What would you do if the only job you’ve ever done and loved is suddenly at an end? How do you start over? Where do you go to do that? Would you see this as an opportunity, a setback or simply a fate to overcome?
This also brings to question if starting over is an event or more of a mindset. What do you think?
“Aicher’s memorable second Power Play sports contemporary…is both sensual and moving….”
– Publishers Weekly
For Minnesota Glaciers captain Scott Walters, skating on a bum knee—and self-medicating to keep skating on it—is all part of the game. That the painkillers he’s eating prevent him from having meaningful relationships is just one more sacrifice in a lifetime of them. He’s worked too hard to let his image be ruined by injury or dependency, so he hides the pain and fakes the rest—a girlfriend would only complicate matters.
High school teacher Rachel Fielding never needed a man in her life, but she also never intended to grow old alone.
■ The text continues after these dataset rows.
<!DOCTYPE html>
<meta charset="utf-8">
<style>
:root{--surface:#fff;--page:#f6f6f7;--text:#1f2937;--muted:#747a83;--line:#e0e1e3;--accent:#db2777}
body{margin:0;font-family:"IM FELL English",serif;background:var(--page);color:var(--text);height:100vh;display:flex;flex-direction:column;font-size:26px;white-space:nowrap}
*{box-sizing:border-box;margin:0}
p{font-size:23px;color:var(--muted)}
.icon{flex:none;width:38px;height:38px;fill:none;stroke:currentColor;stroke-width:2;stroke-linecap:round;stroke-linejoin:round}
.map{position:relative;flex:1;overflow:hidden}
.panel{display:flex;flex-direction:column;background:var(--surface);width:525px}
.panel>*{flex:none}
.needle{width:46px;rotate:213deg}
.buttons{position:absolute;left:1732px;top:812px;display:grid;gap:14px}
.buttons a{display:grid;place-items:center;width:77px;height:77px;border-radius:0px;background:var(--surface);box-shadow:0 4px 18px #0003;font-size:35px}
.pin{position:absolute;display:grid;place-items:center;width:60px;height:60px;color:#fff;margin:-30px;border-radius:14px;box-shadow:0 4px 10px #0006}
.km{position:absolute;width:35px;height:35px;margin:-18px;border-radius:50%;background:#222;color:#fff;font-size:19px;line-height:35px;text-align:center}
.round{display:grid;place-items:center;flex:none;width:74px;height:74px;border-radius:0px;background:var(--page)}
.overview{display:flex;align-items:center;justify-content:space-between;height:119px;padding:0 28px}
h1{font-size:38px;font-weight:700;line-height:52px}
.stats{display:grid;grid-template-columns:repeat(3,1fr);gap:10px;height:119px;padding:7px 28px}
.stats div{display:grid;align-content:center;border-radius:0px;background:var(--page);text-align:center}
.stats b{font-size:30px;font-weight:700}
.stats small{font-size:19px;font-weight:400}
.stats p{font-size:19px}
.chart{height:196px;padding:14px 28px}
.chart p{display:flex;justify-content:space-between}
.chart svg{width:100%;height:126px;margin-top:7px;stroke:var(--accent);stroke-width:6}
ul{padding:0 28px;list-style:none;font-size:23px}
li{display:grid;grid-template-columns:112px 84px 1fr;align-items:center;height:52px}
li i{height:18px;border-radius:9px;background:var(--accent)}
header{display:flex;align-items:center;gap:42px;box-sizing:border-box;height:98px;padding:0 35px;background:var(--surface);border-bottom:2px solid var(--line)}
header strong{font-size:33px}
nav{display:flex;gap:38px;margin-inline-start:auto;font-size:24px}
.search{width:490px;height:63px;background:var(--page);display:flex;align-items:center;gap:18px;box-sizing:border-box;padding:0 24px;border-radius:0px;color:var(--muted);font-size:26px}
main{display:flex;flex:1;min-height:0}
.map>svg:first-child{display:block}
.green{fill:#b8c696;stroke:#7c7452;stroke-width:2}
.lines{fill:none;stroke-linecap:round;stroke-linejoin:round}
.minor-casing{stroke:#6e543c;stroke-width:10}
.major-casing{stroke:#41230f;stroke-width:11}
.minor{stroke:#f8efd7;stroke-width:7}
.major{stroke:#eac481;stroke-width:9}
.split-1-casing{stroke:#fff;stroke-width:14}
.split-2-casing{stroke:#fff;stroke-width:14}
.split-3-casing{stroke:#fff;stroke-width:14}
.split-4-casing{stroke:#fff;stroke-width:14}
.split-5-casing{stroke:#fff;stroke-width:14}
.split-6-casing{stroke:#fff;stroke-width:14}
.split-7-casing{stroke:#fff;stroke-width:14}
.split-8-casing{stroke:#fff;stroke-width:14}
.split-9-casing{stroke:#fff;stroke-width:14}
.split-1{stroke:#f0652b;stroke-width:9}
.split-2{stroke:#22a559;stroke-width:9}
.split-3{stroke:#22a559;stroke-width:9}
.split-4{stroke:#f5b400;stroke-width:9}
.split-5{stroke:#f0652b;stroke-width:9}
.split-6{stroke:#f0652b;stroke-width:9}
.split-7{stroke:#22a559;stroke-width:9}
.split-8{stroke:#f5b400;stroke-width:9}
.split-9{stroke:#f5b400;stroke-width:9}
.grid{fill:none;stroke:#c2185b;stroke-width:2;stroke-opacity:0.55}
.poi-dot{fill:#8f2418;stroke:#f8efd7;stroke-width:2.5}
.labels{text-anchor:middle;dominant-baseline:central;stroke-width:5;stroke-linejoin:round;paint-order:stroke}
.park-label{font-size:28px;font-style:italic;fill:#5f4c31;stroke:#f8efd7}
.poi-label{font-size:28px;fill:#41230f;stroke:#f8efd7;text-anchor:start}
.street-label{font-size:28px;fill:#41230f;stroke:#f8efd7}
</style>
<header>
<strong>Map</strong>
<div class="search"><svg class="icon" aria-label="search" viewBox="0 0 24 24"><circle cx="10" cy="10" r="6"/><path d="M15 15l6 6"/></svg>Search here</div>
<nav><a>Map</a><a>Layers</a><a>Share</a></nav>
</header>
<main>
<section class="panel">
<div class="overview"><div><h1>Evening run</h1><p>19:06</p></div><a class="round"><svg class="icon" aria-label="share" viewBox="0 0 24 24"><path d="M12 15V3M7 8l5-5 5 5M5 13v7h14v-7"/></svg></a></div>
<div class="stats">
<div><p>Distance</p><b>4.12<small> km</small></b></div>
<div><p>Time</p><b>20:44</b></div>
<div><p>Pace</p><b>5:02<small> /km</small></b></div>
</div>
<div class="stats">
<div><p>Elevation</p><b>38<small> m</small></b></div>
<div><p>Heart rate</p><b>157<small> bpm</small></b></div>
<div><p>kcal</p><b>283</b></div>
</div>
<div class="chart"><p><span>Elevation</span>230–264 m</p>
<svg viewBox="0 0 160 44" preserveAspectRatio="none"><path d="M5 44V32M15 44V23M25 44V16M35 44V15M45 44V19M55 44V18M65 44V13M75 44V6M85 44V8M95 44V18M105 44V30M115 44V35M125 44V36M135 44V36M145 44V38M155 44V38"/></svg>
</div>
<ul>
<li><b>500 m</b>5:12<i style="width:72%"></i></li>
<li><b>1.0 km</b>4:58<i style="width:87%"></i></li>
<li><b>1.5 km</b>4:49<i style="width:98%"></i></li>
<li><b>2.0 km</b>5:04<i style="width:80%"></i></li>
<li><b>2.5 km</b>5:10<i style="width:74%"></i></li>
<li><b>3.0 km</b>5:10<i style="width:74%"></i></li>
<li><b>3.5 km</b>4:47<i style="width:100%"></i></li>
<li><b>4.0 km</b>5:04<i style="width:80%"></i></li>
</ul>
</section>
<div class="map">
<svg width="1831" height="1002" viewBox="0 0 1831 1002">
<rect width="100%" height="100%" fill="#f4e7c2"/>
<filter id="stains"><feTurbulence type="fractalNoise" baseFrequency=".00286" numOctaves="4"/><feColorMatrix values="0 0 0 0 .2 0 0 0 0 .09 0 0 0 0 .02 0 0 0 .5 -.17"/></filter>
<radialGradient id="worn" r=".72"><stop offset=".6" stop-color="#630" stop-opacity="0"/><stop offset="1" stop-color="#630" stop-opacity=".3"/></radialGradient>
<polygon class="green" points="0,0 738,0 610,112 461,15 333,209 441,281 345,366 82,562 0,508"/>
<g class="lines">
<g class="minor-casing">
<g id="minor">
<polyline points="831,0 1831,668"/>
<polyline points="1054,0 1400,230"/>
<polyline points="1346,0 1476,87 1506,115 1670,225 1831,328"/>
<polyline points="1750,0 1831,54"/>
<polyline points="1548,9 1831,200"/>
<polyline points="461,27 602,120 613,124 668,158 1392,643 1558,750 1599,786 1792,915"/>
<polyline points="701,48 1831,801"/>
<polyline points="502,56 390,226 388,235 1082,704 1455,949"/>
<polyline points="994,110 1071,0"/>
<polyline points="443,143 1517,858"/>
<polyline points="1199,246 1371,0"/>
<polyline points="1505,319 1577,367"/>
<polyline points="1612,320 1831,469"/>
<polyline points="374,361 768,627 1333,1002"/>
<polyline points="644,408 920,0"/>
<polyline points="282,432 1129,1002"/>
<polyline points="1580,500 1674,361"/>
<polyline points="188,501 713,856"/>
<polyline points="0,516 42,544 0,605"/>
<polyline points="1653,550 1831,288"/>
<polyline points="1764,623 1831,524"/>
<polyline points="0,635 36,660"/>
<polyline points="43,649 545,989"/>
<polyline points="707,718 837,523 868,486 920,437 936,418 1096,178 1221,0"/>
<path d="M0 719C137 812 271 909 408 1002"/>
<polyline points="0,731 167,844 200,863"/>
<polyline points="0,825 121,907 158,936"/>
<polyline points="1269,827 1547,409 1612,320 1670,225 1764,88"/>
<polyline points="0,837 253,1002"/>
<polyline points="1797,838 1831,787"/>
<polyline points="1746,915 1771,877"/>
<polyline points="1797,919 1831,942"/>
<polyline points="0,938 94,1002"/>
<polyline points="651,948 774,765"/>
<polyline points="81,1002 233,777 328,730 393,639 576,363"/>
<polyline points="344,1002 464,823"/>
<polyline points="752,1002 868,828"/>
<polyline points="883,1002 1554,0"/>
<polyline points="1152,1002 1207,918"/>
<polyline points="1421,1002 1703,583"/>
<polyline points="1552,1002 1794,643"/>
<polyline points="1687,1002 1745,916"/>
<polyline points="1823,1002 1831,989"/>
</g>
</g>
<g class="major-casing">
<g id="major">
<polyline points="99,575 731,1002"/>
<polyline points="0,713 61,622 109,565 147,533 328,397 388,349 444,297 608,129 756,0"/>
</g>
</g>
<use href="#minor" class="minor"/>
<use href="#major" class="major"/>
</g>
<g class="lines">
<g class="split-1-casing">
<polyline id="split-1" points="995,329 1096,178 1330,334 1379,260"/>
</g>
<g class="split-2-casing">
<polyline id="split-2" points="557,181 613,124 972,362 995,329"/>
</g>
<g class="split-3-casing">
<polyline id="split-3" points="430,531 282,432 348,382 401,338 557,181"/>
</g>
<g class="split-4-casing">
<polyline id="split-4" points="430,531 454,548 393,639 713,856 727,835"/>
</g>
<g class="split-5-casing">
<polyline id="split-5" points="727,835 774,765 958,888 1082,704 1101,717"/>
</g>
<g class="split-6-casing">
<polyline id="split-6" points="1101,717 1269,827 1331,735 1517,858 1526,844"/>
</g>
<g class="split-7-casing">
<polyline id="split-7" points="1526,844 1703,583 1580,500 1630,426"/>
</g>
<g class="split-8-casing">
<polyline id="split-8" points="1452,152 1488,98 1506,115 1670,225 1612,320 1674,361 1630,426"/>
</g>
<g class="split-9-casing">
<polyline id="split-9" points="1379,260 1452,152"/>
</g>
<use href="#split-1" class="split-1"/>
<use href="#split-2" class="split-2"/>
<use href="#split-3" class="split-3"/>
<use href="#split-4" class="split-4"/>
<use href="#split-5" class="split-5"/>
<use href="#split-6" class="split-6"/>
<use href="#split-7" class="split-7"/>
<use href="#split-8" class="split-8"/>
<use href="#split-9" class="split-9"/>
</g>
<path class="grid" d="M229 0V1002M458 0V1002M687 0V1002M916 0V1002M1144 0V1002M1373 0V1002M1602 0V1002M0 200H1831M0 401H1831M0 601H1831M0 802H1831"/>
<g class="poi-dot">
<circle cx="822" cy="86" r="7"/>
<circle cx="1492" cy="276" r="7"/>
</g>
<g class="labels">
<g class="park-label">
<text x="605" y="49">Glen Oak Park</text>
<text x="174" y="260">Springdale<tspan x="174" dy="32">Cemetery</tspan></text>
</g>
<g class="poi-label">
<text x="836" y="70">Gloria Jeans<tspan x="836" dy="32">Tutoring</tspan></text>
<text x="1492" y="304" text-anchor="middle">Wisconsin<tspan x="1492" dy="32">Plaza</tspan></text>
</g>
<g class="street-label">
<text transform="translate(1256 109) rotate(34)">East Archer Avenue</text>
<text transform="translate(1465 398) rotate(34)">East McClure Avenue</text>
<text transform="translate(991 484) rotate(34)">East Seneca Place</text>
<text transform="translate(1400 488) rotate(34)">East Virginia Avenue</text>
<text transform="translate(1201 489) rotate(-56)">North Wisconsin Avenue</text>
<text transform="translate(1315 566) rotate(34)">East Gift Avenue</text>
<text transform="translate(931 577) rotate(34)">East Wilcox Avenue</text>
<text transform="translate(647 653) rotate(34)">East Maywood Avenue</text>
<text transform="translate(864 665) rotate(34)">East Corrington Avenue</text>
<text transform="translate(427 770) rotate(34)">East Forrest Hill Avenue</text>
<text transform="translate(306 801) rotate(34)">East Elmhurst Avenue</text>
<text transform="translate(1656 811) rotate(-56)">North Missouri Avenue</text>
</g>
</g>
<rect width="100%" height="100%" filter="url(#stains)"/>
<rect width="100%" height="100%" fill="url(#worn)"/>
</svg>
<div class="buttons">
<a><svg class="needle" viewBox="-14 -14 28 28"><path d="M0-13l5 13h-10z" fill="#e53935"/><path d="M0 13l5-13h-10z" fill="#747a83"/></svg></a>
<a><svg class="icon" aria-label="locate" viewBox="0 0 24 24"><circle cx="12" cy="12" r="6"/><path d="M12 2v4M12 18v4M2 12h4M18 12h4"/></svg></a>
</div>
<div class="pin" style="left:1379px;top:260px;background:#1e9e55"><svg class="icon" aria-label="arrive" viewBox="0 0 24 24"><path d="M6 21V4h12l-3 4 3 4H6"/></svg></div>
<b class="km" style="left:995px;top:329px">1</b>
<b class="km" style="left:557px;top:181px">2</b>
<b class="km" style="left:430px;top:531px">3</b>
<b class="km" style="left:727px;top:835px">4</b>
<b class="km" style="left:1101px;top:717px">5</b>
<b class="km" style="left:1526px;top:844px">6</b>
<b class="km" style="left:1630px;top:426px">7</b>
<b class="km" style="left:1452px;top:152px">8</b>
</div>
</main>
When she meets Scott while visiting her brother, she’s intrigued to find herself wanting him in her bed. For hours at a time, as often as possible. Scott is a giver, and just the memory of his attentions is enough to drive her crazy. Anything long-term is out of the question, though—the pills she finds in Scott’s house indicate he’s struggling with a lot more than growing older in a young man’s game.
When what starts out as a what-the-hell weeklong fling turns into Scott and Rachel exploring each other outside the bedroom, Rachel hesitates. But Scott asks for her support to break his addiction, and hearing him admit his secrets has her ignoring her own rules—until he breaks her heart. With the Glaciers refusing to renew his contract and his future with Rachel uncertain, Scott has some big decisions to make and a lot to prove—especially to himself.
After years of weekly travel as a consultant implementing computer software into global companies, Lynda ended her nomadic lifestyle to raise her two children. Now, her imagination is her only limitation on where she can go and her writing lets her escape from the daily duties of being a mom, wife, chauffeur, scheduler, cook, teacher, cleaner and mediator. If writing wasn’t a priority, it wouldn’t get done.